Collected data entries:
┄┄┄┄┄┄

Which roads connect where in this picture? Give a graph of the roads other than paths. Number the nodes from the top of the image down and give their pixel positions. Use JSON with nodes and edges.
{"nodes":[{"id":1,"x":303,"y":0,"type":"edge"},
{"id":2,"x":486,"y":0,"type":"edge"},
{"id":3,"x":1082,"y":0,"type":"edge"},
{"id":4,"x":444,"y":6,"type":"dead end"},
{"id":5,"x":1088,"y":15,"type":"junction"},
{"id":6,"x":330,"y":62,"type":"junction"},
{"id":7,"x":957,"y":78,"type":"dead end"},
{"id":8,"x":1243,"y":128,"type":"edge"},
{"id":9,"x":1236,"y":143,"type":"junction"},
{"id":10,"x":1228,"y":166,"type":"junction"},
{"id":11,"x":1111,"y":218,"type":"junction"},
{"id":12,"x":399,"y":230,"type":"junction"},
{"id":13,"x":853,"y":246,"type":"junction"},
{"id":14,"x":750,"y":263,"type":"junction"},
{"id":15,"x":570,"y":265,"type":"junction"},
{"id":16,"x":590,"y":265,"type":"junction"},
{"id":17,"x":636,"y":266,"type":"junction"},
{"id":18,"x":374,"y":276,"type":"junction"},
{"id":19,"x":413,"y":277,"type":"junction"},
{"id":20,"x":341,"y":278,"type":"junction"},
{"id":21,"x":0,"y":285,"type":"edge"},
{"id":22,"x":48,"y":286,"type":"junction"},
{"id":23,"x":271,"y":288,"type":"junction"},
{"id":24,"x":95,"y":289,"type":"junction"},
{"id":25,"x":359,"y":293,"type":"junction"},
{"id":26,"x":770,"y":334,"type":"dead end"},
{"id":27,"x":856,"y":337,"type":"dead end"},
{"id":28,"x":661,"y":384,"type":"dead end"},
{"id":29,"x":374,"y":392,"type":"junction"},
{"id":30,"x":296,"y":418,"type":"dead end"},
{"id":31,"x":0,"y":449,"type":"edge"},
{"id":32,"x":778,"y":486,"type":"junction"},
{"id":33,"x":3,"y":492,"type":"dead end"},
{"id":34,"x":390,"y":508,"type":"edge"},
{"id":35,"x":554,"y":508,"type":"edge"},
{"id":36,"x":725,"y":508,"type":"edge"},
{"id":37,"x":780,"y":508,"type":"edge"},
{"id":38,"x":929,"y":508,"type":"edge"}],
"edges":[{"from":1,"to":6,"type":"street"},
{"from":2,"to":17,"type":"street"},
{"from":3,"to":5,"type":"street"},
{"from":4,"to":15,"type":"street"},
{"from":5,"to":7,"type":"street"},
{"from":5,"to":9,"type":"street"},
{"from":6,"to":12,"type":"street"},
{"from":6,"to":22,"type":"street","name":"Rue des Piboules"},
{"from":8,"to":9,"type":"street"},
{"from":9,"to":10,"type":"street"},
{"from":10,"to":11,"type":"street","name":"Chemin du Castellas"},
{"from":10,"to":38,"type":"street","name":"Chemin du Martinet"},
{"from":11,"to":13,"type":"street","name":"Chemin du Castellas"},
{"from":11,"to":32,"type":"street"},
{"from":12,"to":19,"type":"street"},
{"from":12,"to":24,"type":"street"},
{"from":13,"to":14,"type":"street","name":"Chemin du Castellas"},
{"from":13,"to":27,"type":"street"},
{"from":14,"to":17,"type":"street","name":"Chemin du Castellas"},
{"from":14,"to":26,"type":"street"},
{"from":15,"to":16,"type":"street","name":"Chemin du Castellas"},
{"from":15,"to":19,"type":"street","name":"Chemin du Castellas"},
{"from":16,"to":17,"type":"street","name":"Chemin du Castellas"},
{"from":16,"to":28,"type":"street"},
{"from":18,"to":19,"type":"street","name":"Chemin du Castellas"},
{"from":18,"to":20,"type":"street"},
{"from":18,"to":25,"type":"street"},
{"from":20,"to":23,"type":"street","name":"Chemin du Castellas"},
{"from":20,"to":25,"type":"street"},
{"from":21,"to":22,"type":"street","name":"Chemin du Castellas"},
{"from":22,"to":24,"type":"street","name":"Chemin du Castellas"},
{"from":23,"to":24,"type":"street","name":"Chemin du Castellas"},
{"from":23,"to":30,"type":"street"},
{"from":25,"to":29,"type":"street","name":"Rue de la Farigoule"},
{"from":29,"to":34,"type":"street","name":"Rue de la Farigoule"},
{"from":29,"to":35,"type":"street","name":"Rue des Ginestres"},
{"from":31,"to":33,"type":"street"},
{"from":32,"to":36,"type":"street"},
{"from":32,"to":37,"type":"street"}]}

┄┄┄┄┄┄

Please state how many lines of the entries above include the string "edges", giving the number and nothing more.

_EXERCISE RESULT_.
2